Exercise goal: Using the data below, return all lines in which "Give" appears.

Records shown:
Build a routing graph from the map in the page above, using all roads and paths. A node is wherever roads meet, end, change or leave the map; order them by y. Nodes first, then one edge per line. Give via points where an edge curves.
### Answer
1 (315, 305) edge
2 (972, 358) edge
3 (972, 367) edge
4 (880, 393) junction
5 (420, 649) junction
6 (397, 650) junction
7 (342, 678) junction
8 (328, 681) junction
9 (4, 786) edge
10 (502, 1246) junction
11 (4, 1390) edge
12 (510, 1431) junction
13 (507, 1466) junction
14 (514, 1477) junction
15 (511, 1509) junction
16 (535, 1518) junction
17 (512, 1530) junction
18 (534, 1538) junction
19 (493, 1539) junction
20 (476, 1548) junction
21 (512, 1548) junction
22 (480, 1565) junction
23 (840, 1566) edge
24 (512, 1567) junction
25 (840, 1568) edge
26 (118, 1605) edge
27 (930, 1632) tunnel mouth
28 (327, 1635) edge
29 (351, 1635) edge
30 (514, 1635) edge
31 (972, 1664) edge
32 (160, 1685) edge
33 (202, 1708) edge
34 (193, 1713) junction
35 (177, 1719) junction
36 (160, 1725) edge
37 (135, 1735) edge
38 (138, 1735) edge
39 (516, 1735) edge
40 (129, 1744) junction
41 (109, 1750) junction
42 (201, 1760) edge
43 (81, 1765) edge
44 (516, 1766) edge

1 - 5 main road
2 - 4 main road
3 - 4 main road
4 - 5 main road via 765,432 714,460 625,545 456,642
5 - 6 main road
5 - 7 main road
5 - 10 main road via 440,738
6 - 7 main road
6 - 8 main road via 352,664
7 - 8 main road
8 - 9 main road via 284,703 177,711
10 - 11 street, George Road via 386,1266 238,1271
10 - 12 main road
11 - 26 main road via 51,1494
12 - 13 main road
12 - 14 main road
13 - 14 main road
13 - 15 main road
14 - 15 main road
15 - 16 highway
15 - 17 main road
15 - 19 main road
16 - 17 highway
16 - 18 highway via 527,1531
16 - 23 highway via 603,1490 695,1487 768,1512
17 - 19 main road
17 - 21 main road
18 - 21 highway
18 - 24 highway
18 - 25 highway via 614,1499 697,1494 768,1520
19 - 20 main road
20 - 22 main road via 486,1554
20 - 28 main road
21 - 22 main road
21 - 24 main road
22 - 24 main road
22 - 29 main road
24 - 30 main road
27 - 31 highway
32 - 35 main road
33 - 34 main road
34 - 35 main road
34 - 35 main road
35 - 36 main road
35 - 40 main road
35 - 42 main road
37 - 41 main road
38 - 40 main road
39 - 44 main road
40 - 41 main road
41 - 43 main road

...

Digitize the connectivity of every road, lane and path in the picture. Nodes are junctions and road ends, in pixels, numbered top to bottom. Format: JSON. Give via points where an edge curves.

--

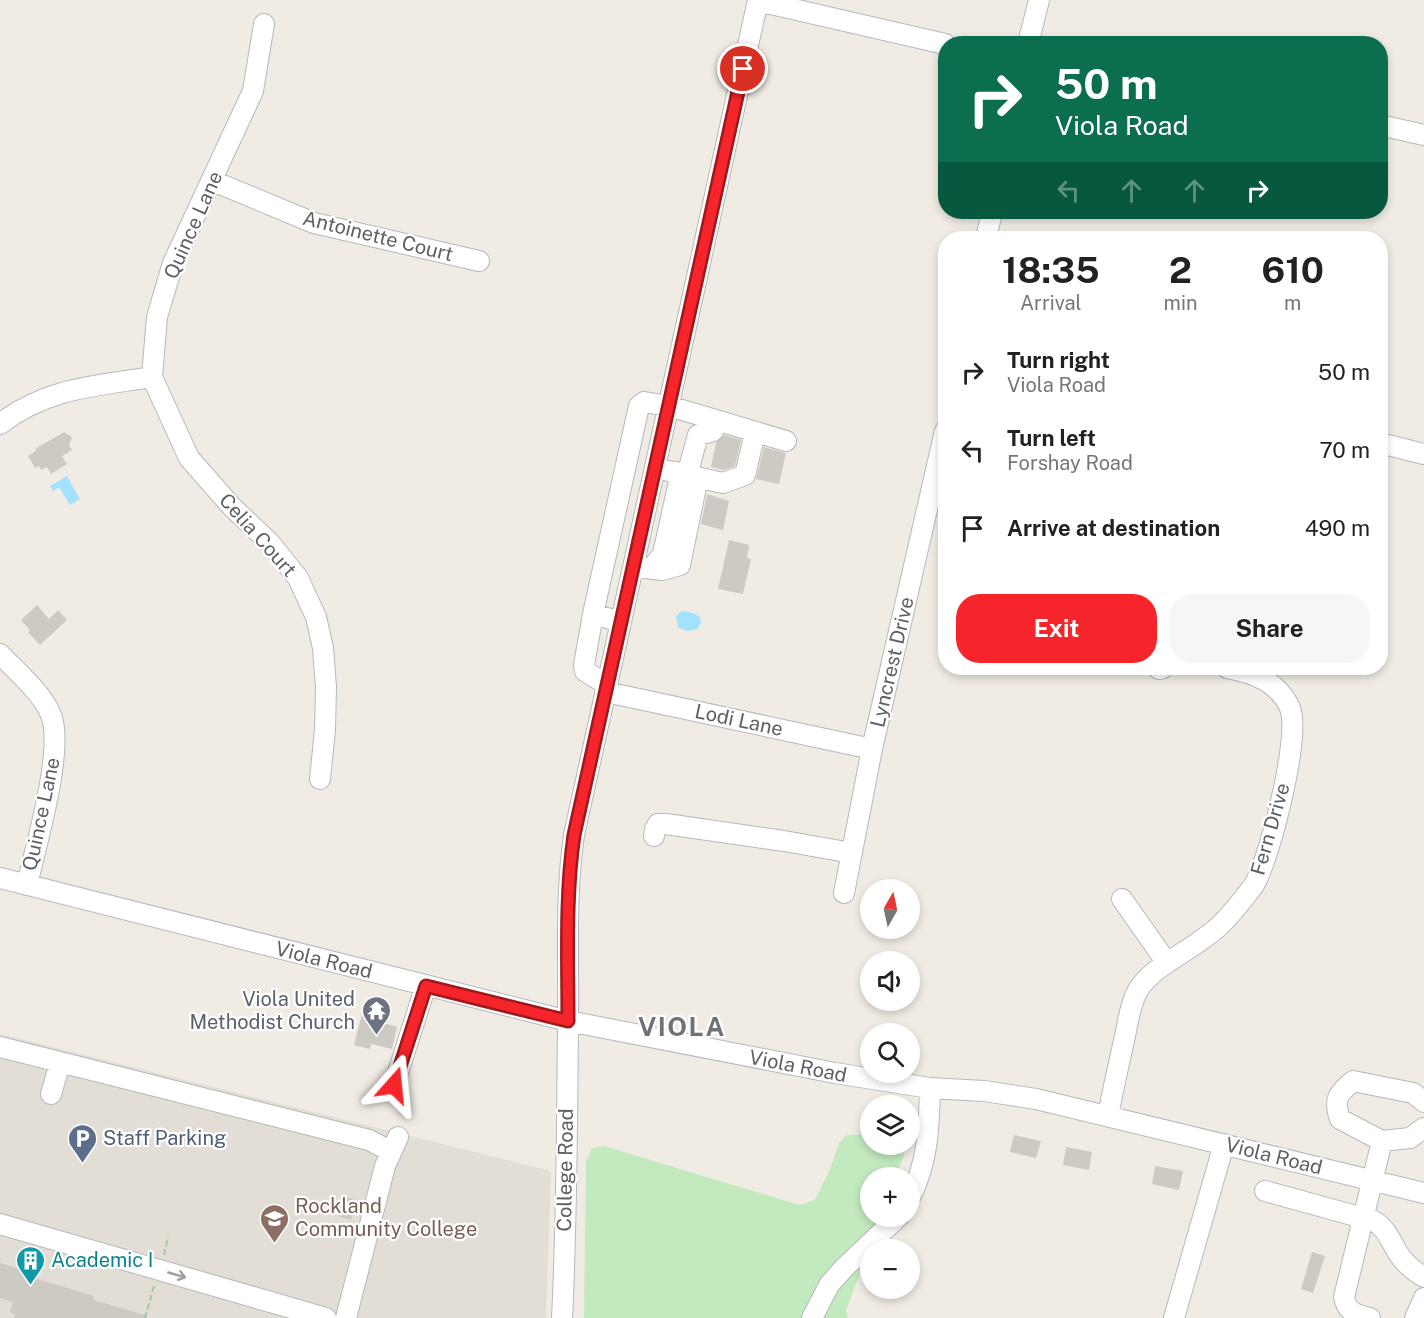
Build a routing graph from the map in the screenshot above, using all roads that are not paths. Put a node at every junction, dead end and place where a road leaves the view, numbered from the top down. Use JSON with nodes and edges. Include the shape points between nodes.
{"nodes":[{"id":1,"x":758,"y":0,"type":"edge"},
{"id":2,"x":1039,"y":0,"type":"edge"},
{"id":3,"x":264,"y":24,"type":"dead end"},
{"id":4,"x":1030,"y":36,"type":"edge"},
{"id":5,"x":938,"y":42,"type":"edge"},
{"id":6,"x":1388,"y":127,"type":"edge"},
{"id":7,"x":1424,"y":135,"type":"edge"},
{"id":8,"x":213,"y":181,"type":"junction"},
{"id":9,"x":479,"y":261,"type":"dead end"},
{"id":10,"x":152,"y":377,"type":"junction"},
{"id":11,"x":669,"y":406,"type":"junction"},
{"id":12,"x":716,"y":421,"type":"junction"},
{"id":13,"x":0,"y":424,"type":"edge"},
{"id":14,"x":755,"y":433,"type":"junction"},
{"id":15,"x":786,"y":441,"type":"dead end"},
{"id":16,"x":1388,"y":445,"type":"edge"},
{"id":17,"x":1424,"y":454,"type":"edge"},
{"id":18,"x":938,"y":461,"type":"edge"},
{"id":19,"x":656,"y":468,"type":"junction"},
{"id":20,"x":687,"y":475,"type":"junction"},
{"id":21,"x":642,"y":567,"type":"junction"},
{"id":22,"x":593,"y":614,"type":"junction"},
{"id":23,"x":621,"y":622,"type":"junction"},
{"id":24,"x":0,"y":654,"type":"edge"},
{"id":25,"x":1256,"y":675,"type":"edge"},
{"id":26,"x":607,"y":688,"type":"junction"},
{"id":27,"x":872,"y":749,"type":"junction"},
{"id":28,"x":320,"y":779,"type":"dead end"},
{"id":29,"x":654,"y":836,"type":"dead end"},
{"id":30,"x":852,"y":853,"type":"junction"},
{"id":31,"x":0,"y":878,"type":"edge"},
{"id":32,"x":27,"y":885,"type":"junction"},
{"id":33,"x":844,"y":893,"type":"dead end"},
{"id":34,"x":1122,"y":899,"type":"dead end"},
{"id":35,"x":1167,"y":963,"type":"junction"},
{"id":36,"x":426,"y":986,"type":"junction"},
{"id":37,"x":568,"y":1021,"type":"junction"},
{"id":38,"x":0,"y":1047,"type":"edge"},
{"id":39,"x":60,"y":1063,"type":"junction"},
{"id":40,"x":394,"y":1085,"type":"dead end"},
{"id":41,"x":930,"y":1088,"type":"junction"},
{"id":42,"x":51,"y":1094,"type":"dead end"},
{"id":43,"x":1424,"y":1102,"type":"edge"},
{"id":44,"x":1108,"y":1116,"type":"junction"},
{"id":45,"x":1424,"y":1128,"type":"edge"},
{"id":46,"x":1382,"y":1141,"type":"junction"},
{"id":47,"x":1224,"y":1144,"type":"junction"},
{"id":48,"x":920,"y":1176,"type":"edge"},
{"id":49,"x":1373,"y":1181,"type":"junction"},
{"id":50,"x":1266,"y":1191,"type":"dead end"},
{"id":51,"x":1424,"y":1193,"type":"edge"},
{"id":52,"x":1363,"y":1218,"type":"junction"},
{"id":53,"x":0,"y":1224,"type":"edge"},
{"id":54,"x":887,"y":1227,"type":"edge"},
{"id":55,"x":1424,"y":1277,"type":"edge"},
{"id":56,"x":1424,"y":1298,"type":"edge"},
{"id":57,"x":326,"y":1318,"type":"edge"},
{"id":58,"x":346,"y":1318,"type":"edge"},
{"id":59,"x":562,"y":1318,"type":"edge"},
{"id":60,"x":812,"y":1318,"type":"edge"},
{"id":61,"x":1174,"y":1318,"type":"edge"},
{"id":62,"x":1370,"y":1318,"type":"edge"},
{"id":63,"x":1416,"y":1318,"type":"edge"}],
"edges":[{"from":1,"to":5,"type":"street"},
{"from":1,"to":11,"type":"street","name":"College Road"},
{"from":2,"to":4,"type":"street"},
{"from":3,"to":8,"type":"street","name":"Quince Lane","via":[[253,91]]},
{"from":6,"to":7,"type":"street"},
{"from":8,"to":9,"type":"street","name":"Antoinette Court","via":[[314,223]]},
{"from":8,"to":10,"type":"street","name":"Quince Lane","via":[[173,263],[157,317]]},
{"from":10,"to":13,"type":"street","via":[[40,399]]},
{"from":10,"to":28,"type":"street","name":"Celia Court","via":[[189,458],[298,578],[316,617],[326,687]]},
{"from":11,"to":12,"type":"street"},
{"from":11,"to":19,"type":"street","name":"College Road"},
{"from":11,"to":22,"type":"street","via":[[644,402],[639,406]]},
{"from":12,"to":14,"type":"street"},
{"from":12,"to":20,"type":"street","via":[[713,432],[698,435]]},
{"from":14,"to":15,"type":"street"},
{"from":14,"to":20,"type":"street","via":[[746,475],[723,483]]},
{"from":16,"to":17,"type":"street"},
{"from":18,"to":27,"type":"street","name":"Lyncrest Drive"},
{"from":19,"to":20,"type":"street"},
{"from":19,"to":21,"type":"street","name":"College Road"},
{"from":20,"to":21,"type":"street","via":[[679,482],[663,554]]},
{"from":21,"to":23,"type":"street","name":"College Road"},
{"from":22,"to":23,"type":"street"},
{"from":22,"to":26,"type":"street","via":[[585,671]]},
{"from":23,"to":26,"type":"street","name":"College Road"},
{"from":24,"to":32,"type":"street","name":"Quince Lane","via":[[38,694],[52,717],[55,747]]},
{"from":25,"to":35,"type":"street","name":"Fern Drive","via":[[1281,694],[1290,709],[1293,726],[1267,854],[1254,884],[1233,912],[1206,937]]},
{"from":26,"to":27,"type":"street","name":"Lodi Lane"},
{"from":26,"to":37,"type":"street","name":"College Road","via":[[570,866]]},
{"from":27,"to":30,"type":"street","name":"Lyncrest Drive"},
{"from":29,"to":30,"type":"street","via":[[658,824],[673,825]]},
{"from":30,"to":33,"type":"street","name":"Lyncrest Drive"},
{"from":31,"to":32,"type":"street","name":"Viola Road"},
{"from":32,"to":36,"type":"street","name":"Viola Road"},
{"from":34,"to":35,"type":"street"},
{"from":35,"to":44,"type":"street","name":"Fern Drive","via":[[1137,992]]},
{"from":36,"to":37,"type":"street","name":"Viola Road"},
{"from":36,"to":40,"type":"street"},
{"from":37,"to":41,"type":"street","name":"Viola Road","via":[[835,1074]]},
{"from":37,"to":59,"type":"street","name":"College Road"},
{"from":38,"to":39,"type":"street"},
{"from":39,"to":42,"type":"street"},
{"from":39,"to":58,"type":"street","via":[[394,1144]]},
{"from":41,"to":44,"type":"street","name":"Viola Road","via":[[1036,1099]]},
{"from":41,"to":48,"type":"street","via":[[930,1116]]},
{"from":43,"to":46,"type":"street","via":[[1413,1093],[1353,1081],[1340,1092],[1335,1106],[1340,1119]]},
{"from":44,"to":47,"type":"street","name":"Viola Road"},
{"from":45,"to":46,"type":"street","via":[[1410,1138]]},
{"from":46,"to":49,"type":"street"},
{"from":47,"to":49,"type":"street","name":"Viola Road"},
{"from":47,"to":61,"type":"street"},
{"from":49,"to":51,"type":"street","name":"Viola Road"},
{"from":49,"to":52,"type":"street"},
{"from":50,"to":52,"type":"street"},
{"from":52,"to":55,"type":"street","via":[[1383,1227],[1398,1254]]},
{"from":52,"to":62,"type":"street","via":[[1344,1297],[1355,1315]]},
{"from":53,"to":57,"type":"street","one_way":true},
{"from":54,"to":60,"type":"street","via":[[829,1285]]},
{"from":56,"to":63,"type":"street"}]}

Worked solution:
Build a routing graph from the map in the page above, using all roads and paths. A node is wherever roads meet, end, change or leave the map; order them by y. Nodes first, then one edge per line. Give via points where an edge curves.
Digitize the connectivity of every road, lane and path in the picture. Nodes are junctions and road ends, in pixels, numbered top to bottom. Format: JSON. Give via points where an edge curves.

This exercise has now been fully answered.